### Source records

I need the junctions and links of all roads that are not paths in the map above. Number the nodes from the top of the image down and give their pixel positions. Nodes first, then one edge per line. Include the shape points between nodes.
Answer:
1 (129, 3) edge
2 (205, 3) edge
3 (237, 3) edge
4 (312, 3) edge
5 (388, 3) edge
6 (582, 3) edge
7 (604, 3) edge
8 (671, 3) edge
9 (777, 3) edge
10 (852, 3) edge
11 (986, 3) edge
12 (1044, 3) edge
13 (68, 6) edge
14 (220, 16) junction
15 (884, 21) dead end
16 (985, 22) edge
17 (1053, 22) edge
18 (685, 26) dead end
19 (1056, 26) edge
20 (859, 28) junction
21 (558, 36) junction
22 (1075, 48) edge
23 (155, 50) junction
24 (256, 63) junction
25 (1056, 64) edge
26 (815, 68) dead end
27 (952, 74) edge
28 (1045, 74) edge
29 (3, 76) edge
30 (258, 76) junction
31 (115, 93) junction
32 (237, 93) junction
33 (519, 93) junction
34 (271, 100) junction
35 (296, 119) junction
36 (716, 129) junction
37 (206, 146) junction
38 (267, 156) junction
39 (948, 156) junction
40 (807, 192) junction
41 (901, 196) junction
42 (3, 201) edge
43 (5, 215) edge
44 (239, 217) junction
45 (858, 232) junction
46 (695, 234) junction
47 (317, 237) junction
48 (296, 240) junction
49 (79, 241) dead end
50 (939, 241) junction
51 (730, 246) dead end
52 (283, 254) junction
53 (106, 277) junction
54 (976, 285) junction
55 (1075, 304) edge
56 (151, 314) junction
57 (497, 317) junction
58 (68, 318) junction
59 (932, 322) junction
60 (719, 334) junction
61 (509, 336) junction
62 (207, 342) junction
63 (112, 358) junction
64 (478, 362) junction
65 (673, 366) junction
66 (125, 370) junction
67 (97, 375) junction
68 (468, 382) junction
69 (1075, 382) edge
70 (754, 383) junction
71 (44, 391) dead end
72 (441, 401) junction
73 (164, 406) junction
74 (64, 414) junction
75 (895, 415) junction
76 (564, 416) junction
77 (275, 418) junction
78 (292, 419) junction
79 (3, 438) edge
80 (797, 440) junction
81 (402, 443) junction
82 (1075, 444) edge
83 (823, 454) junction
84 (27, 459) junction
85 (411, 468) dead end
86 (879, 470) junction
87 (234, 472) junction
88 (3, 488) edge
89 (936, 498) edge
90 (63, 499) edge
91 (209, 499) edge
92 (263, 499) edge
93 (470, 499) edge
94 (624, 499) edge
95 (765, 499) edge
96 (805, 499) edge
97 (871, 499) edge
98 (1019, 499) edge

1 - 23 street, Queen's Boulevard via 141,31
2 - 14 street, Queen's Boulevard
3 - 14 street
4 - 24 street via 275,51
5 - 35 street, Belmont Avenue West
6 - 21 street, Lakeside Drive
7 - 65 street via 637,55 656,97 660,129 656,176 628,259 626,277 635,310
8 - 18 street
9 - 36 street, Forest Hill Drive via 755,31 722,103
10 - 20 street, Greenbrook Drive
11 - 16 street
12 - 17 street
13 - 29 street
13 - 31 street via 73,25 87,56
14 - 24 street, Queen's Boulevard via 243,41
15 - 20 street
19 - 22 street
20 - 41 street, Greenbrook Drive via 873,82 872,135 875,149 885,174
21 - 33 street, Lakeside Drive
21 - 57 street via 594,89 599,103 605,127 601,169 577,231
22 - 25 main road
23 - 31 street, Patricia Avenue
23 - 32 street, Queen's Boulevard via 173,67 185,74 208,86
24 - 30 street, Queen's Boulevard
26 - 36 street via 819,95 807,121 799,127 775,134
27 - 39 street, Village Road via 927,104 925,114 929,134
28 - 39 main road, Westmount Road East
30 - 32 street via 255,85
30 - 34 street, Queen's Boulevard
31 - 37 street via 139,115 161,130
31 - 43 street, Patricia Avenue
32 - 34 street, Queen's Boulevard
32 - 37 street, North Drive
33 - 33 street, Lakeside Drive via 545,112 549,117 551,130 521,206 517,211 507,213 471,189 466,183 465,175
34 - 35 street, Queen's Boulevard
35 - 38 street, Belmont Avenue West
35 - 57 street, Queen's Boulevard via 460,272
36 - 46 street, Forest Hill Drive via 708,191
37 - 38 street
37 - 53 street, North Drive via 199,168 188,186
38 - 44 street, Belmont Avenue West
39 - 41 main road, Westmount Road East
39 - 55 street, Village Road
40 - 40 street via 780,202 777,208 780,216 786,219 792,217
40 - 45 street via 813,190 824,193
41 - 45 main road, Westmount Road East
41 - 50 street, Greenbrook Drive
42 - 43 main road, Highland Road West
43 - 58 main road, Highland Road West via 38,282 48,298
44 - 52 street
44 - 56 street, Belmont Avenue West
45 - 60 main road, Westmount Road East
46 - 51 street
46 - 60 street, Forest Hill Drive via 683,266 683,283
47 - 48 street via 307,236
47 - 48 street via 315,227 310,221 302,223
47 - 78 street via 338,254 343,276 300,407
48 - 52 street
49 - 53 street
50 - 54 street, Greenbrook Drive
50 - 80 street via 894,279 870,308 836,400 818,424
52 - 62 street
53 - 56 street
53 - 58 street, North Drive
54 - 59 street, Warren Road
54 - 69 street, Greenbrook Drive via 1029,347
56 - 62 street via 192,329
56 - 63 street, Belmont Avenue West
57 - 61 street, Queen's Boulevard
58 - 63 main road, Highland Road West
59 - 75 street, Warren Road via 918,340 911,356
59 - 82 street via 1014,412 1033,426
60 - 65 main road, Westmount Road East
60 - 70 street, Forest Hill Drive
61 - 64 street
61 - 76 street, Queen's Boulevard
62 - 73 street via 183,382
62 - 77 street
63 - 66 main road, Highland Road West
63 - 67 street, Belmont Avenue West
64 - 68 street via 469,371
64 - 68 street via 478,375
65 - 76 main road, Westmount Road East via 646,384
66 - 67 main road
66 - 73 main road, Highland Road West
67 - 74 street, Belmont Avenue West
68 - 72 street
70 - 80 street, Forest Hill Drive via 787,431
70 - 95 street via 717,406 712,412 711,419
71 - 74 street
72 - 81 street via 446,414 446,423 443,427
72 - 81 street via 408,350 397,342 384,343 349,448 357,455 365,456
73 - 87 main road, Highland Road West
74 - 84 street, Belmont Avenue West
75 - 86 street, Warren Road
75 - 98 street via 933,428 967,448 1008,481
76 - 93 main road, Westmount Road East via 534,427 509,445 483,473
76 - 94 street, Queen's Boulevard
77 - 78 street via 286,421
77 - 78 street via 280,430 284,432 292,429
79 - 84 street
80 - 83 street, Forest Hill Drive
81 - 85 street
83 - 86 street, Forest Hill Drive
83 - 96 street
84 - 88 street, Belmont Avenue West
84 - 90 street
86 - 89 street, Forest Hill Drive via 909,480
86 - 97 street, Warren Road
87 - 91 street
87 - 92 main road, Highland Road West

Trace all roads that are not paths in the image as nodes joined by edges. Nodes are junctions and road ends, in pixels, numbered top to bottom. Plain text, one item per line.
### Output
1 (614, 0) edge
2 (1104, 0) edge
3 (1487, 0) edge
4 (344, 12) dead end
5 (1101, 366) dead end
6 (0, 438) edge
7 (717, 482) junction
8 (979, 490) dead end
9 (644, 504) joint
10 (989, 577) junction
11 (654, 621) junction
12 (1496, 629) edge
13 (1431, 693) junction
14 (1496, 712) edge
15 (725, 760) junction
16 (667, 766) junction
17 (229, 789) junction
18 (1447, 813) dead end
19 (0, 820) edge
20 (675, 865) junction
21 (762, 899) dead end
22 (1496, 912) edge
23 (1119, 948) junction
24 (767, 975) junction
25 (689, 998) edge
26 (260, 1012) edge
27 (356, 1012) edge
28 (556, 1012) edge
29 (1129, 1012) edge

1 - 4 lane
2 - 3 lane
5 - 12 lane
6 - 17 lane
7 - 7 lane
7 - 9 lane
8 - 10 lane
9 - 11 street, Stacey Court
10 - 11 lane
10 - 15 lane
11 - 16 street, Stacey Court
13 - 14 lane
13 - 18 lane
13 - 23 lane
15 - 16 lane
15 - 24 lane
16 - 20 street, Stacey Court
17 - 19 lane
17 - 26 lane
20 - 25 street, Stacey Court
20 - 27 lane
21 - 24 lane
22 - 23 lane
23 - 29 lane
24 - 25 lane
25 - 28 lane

######

• **Exercise prompt**: Your answer should be every line above that contains the word "Village".

• **Result below**:
27 - 39 street, Village Road via 927,104 925,114 929,134
39 - 55 street, Village Road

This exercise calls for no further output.